Forces and Motion

Screwdrivers are used for many things - be careful!

Physics Narrative for 11-14 Supporting Physics Teaching

Screws or tins?

Explaining how screwdrivers work can be tricky because they are designed for one thing but often used for other jobs (especially flat-bladed screwdrivers). For example, the screwdriver might be used at one moment to tighten a screw in a kitchen cabinet and at the next to lever the lid off a tin of treacle. Driving in screws is made easier if the handle is made larger in diameter than the screw head. In this way the small force exerted by the hand on the handle becomes a large pair of forces acting on the slot in the screw head. This increase in force is traded for a decrease in the distance moved by the screw head compared to the hand. The screwdriver, used like this, is a force-multiplier.

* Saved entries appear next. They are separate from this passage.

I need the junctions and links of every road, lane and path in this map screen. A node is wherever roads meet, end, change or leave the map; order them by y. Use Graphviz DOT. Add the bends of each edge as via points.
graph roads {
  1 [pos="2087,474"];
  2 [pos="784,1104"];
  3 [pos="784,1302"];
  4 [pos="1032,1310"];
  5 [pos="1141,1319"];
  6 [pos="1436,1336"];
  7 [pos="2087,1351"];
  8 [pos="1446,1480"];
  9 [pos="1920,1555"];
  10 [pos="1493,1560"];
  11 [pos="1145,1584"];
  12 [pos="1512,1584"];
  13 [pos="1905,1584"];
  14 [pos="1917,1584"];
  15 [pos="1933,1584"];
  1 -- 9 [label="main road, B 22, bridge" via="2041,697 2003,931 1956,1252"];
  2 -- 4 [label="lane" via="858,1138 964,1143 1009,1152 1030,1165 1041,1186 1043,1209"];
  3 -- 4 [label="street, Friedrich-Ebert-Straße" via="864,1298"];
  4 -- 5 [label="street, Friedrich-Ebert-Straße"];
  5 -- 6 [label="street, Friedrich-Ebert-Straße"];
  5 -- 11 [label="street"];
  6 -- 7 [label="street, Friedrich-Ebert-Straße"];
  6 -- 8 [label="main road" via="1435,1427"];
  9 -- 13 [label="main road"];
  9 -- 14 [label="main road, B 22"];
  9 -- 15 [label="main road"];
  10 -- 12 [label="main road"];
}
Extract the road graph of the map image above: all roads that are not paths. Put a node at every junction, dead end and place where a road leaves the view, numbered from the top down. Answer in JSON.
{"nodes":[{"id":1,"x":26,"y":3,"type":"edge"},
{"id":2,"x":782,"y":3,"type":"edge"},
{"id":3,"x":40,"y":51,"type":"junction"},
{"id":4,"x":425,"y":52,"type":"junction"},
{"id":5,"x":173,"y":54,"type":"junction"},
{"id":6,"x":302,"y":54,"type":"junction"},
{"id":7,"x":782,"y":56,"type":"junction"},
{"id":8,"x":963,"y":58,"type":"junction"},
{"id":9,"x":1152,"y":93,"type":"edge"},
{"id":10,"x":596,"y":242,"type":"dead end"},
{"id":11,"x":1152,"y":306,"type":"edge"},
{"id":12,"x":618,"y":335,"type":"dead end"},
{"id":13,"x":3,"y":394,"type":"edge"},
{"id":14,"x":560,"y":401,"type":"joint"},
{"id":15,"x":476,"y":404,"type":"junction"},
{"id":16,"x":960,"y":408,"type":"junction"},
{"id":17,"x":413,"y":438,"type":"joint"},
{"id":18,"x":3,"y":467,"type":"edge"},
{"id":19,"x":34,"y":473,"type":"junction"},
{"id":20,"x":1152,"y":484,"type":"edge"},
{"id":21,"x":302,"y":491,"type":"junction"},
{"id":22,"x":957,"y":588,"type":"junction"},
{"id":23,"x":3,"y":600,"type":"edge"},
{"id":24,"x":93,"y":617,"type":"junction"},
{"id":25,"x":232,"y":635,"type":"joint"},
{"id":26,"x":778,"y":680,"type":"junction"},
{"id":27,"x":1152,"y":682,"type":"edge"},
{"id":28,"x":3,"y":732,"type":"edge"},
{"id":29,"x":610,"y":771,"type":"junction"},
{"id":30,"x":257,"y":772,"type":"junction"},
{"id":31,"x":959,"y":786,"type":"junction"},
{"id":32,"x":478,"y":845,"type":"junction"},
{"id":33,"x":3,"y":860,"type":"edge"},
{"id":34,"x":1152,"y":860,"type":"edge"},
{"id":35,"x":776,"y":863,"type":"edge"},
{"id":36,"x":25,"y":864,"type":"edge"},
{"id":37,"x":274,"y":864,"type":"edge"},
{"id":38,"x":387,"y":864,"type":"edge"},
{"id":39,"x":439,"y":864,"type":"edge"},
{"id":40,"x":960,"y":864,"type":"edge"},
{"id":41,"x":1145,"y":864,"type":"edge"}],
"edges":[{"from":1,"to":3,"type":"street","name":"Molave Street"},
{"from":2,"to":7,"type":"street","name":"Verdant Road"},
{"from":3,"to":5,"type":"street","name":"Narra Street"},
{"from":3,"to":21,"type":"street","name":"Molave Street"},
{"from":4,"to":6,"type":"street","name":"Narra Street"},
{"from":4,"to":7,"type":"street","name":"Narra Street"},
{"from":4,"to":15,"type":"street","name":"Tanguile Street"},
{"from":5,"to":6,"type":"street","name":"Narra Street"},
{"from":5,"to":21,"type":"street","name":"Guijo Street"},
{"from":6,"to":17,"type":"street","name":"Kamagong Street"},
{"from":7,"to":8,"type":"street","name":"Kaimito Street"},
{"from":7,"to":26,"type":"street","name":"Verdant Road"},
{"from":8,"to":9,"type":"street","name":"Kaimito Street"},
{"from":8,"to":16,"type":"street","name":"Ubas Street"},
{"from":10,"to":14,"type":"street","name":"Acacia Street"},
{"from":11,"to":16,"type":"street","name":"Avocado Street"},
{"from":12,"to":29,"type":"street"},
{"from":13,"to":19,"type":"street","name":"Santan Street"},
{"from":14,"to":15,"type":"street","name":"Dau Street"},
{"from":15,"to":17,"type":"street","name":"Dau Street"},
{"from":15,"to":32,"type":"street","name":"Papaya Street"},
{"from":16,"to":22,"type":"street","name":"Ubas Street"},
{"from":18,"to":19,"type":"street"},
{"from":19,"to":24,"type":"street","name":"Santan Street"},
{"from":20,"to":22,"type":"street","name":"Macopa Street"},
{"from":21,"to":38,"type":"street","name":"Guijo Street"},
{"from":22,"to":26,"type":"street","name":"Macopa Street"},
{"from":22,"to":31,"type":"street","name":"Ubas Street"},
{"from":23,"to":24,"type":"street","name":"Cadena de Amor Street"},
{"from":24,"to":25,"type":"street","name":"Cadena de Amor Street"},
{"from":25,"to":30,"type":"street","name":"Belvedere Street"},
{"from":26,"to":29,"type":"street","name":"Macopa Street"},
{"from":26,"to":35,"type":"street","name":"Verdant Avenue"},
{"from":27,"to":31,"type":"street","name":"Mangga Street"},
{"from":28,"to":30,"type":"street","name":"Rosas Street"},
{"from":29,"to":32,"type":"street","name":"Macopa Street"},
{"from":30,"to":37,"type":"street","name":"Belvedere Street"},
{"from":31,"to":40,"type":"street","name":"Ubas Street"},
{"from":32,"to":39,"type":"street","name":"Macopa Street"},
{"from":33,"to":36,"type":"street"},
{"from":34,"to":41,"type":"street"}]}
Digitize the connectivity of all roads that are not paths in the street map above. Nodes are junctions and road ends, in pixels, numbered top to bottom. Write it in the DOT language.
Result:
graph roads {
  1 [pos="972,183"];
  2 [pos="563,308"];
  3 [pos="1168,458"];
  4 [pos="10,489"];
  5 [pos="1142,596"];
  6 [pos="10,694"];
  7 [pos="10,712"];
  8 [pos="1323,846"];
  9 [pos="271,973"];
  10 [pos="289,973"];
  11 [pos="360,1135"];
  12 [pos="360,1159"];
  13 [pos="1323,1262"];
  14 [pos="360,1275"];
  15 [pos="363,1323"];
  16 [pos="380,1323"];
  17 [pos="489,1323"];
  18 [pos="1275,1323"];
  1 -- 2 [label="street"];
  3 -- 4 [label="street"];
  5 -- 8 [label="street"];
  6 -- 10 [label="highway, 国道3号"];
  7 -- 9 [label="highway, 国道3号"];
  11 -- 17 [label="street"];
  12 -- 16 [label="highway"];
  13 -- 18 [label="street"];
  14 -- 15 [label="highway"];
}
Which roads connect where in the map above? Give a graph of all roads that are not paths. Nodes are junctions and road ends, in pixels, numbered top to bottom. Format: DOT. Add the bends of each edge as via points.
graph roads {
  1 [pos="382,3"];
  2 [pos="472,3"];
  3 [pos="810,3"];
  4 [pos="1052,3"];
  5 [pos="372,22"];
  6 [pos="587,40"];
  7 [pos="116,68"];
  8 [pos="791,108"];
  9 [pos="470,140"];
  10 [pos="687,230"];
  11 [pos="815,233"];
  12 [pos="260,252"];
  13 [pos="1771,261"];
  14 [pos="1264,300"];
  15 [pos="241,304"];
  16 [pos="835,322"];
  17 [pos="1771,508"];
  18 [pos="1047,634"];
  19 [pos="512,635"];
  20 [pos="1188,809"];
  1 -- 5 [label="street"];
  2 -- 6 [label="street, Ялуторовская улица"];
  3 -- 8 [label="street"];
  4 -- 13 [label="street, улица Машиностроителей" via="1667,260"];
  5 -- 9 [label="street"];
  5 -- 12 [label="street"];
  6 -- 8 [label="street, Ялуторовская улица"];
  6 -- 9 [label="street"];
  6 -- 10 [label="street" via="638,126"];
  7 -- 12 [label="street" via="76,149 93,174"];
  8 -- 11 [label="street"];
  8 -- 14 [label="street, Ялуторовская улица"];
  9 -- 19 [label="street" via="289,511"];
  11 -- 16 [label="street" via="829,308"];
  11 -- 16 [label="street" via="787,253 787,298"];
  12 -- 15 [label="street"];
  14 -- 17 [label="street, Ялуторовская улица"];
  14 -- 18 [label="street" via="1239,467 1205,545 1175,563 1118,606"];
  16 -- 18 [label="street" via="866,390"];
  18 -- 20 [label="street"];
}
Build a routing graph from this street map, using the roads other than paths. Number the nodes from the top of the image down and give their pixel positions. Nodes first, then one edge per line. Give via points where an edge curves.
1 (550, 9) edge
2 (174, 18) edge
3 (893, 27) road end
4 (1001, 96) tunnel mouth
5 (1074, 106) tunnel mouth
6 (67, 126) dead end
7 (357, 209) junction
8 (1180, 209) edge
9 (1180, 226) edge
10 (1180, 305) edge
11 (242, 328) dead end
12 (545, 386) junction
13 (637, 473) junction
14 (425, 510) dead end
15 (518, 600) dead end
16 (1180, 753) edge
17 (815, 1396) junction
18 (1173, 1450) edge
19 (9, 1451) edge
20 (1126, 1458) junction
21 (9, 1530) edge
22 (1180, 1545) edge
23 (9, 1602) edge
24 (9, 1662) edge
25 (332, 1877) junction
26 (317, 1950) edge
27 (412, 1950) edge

If you doubt this try exerting a force on the screw with your hand, directly. If you still find the screw rather hard to drive in, choose a screwdriver with a thicker handle!

However, if you are using the screwdriver to lift up a lid and are still having difficulty, then choose a screwdriver with a longer shaft. You will find longer and shorter screwdrivers in toolkits – not for opening cans – but longer screwdrivers simply offer easier access to awkwardly placed screws (maybe deep inside a computer cabinet).